Analysis of: ‘If Ukraine burns, your Moscow will burn,’ Zelenskyy warns after overnight strikes in Russia – Europe live
The Guardian | June 18, 2026
TL;DR
NATO shifts Ukraine's military burden onto Europe while the US threatens to reduce commitments unless allies pay more—imperial burden-sharing, not peace. Workers across nations fund proxy war while capital profits from arms sales and energy crisis.

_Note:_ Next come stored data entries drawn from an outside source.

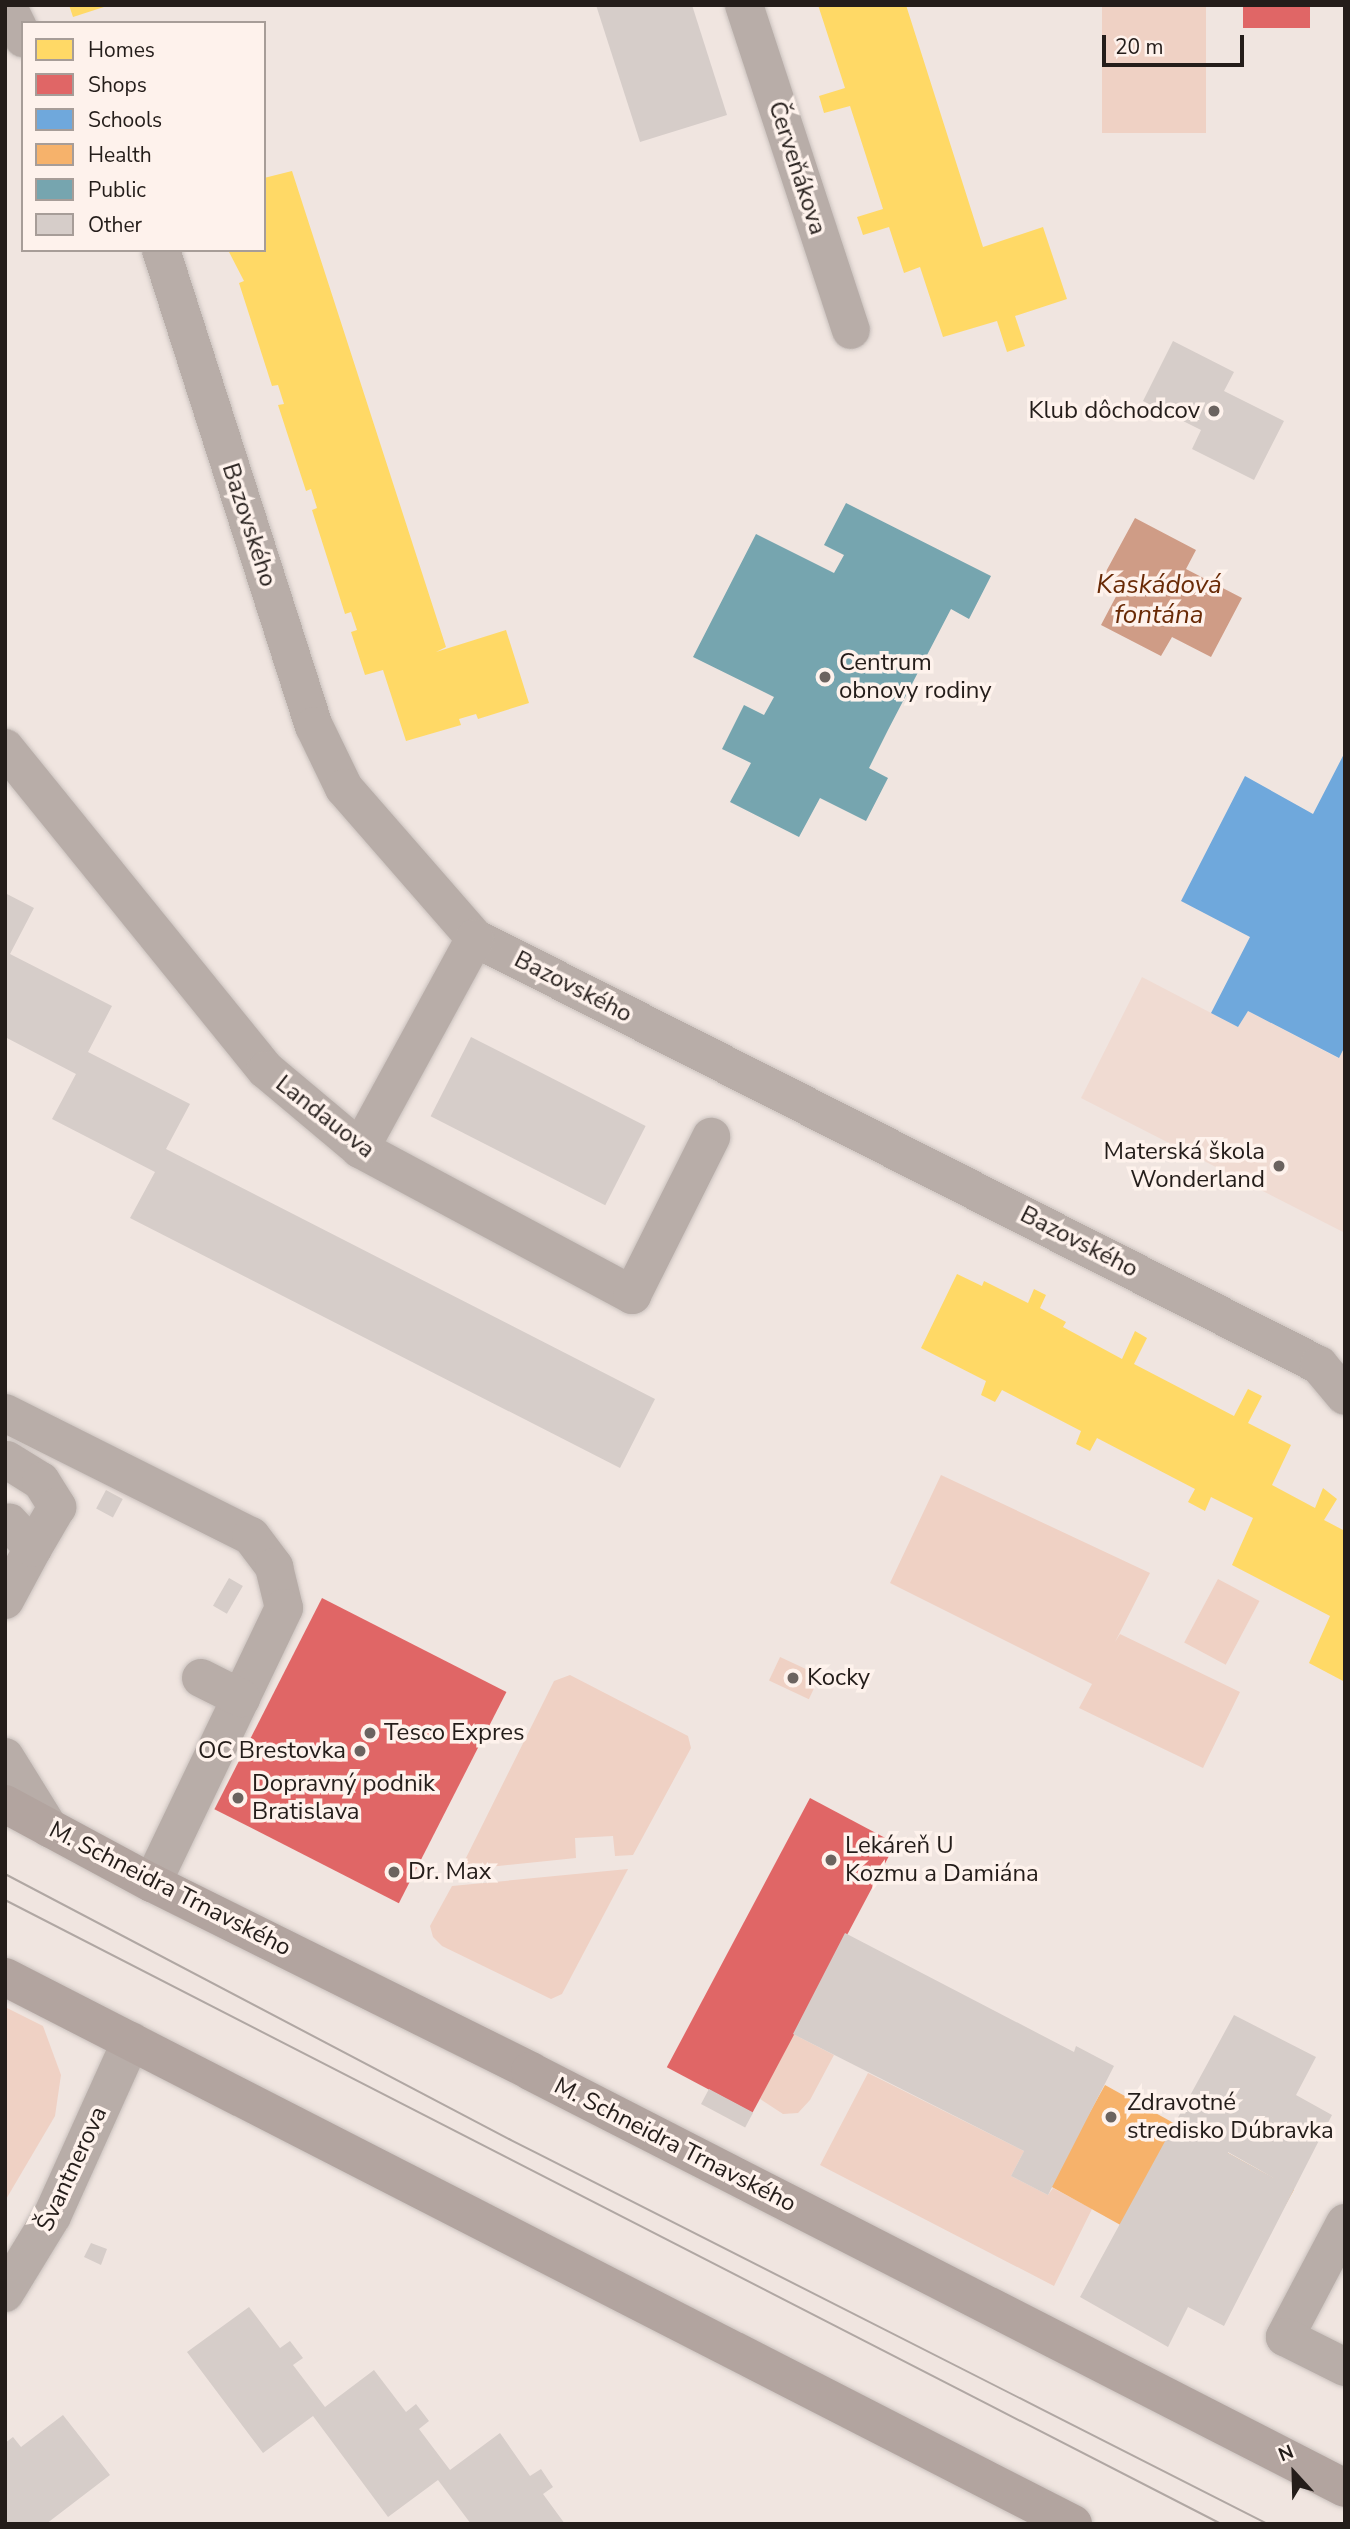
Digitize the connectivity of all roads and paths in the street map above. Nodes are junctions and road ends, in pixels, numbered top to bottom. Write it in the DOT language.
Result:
graph roads {
  1 [pos="8,5"];
  2 [pos="744,5"];
  3 [pos="21,34"];
  4 [pos="162,252"];
  5 [pos="851,330"];
  6 [pos="5,748"];
  7 [pos="475,938"];
  8 [pos="711,1137"];
  9 [pos="360,1149"];
  10 [pos="1345,1396"];
  11 [pos="5,1413"];
  12 [pos="7,1460"];
  13 [pos="5,1600"];
  14 [pos="201,1678"];
  15 [pos="241,1698"];
  16 [pos="5,1757"];
  17 [pos="5,1804"];
  18 [pos="49,1828"];
  19 [pos="152,1883"];
  20 [pos="5,1977"];
  21 [pos="131,2041"];
  22 [pos="1345,2223"];
  23 [pos="5,2293"];
  24 [pos="1345,2367"];
  25 [pos="1345,2487"];
  26 [pos="1073,2524"];
  1 -- 3 [label="street"];
  2 -- 5 [label="street, Červeňákova"];
  4 -- 7 [label="street, Bazovského"];
  6 -- 9 [label="street, Landauova"];
  7 -- 9 [label="street"];
  7 -- 10 [label="street, Bazovského"];
  8 -- 9 [label="street, Landauova"];
  11 -- 15 [label="street"];
  12 -- 13 [label="street"];
  14 -- 15 [label="street"];
  15 -- 19 [label="street"];
  16 -- 18 [label="street"];
  17 -- 18 [label="main road, M. Schneidra Trnavského"];
  18 -- 19 [label="main road, M. Schneidra Trnavského"];
  19 -- 25 [label="main road, M. Schneidra Trnavského"];
  20 -- 21 [label="main road"];
  21 -- 23 [label="street, Švantnerova"];
  21 -- 26 [label="main road"];
  22 -- 24 [label="street"];
}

Analytical Focus:Contradictions Historical Context Interconnections
This NATO ministerial meeting exposes the deepening contradictions within the Western imperial alliance as the Ukraine conflict enters its fifth year. US Defense Secretary Hegseth's aggressive rhetoric—calling NATO 'a paper tiger and a one-way street'—reveals not a genuine commitment to peace but rather an inter-imperial struggle over who bears the costs of maintaining Western hegemony against Russia. The US is explicitly demanding Europe take 'primary responsibility' for Ukraine's defense while threatening to reduce its own contributions if spending targets aren't met. This represents a structural shift in the transatlantic relationship: the US seeks to redirect resources toward its confrontation with China while extracting maximum value from European allies. The material stakes are enormous. Russia, the world's third-largest oil producer, is now importing fuel due to Ukrainian drone strikes on refineries—a direct assault on the economic base sustaining its war effort. Meanwhile, NATO allies are committing to 5% GDP defense spending by 2035, representing a massive transfer of public wealth to arms manufacturers. The 'PURL Initiative' mentioned by Undersecretary Colby—where Europe purchases US weaponry for Ukraine—demonstrates how war functions as a mechanism for capital accumulation in the military-industrial complex. Zelenskyy's stark warning that 'if Ukraine burns, your Moscow will burn' while Russian hardliners call for nuclear retaliation reveals the existential stakes for working people caught between competing imperial powers. The escalation spiral continues not despite diplomatic forums like the Ukraine Defence Contact Group, but alongside them—exposing how such institutions serve to coordinate imperial strategy rather than pursue genuine peace.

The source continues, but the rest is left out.